Buyer shall have the right to extend the Closing Date for up to an additional
one (1) month through November 23, 1998.

            8.2 Actions at Closing. At the Closing or prior thereto, the Buyer
and BCAM shall make all deliveries stated in this Agreement, which deliveries
are required to be made at the Closing and/or on or prior to the Closing Date.

      9.    TERMINATION OF AGREEMENT.

            9.1 General. This Agreement may be terminated and the transactions
contemplated hereby may be abandoned at any time prior to the Closing: (a) by
the mutual written consent of BCAM and the Buyer; (b) by the Buyer, or by BCAM,
if: (i) a material breach shall exist with respect to the written
representations and warranties made by the other party, (ii) the other party
shall take any action prohibited by this Agreement, if such action shall or may
have a material adverse effect on Drew Shoe and/or the transactions contemplated
hereby, (iii) the other party shall not have furnished, upon reasonable notice
therefor, such certificates and documents required in connection with the
transactions contemplated hereby and matters incidental thereto as it shall have
agreed to furnish, and it is reasonably unlikely that the other party will be
able to furnish such item(s) prior to the outside Closing Date specified below,
or (iv) any consent of any third party to the transactions contemplated hereby
(whether or not the necessity of which is disclosed herein) is reasonably
necessary to prevent a default under any outstanding material obligation of
either party, or Drew Shoe, and such consent is not obtainable without material
cost or penalty (unless the party or parties not seeking to terminate this
Agreement agree to pay such cost or penalty); or (c) by either party, at any
time on or after October 23, 1998 (or November 23, 1998 in the event of an
extension pursuant to Section 8.1 above), if the transactions contemplated
hereby shall not have been consummated prior thereto, and such party shall not
then be in breach or default of any obligations imposed upon it by this
Agreement.

      10.   INDEMNIFICATION.

            10.1  General.

                  (a) BCAM shall defend, indemnify and hold harmless the Buyer
from, against and in respect of any and all claims, losses, costs, expenses,
obligations, liabilities, damages, recoveries and deficiencies, including
interest, penalties and reasonable attorneys' fees, that the Buyer may incur,
sustain or suffer as a result of (i) any misrepresentation or breach of warranty
by BCAM under this Agreement, and/or (ii) any failure by BCAM to perform any of
the covenants or agreements of BCAM contained in this Agreement.

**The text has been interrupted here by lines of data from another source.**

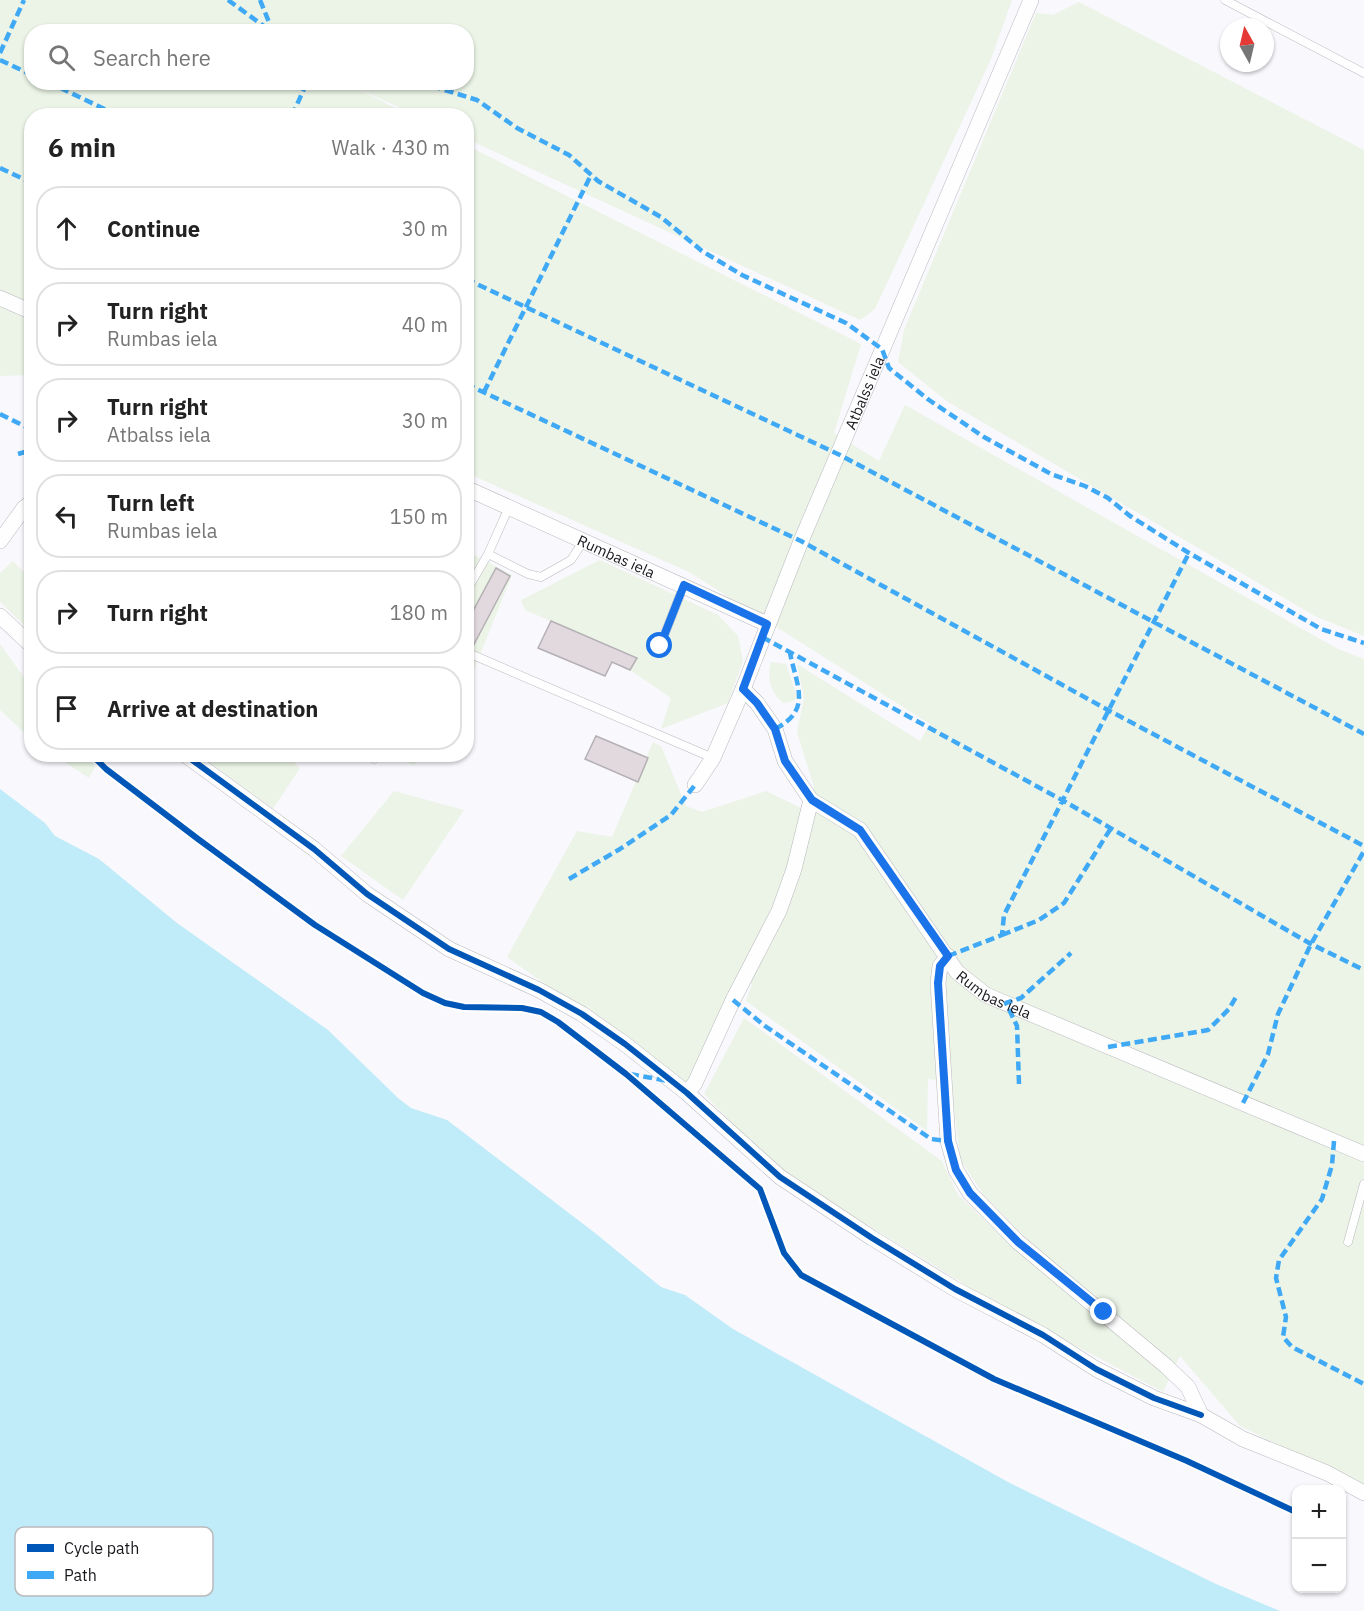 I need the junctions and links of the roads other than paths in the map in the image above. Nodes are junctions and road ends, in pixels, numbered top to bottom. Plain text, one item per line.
1 (1031, 0) edge
2 (1225, 0) edge
3 (1364, 73) edge
4 (0, 298) edge
5 (24, 308) edge
6 (474, 492) edge
7 (509, 507) junction
8 (24, 508) edge
9 (584, 540) junction
10 (0, 541) edge
11 (488, 554) junction
12 (474, 578) edge
13 (684, 585) junction
14 (0, 616) edge
15 (767, 624) junction
16 (24, 638) edge
17 (660, 646) dead end
18 (474, 655) edge
19 (743, 689) junction
20 (713, 758) junction
21 (195, 762) edge
22 (695, 785) dead end
23 (812, 800) junction
24 (948, 956) junction
25 (687, 1093) junction
26 (1364, 1154) edge
27 (1364, 1184) edge
28 (1348, 1242) dead end
29 (1201, 1415) junction
30 (1364, 1493) edge

1 - 15 street, Atbalss iela
2 - 3 lane
4 - 5 street
6 - 7 street, Rumbas iela
7 - 9 street, Rumbas iela
7 - 11 lane
8 - 10 street
9 - 11 lane
9 - 13 street, Rumbas iela
11 - 12 lane
13 - 15 street, Rumbas iela
13 - 17 lane
14 - 16 street
15 - 19 street, Atbalss iela
18 - 20 lane
19 - 20 street, Atbalss iela
19 - 23 street, Rumbas iela
20 - 22 street, Atbalss iela
21 - 25 street
23 - 24 street, Rumbas iela
23 - 25 street
24 - 26 street, Rumbas iela
24 - 29 street
25 - 29 street
27 - 28 lane
29 - 30 street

                  (b) The Buyer shall defend, indemnify and hold harmless BCAM
from, against and in respect of any and all claims, losses, costs, expenses,
obligations, liabilities, damages, recoveries and deficiencies, including
interest, penalties and reasonable attorneys' fees, that BCAM may incur, sustain
or suffer as a result of (i) any misrepresentation or breach of


                                       10
<PAGE>

warranty by the Buyer under this Agreement and/or (ii) any failure the Buyer to
perform, any of the covenants or agreements of the Buyer contained in this
Agreement.

      11.   POST-CLOSING EVENTS.

            11.1 Further Assurances. From time to time from and after the
Closing Date, the parties will execute and deliver to each other any and all
further agreements, instruments, certificates and other documents as may
reasonably be requested by the other party in order more fully to consummate the
transactions contemplated hereby.

            11.2 Additional Transaction. Provided such approval is necessary,
promptly after the Closing Date, and in any event no later than sixty (60) days
thereafter, BCAM will submit to its shareholders for their approval the
transactions contemplated by the Purchase and Sale Agreement. BCAM will use its
best efforts to obtain such shareholder approval (provided such approval is
necessary) as soon as reasonably possible, but if such approval is not obtained
or waived, and the transactions contemplated by the Purchase and Sale Agreement
are not consummated on or before January 15, 1999, said failure shall not affect
or impair the other transactions contemplated by this Agreement and neither
BCAM, nor Buyer shall have any further rights or obligations under this Section
11.2 or under the Purchase and Sale Agreement.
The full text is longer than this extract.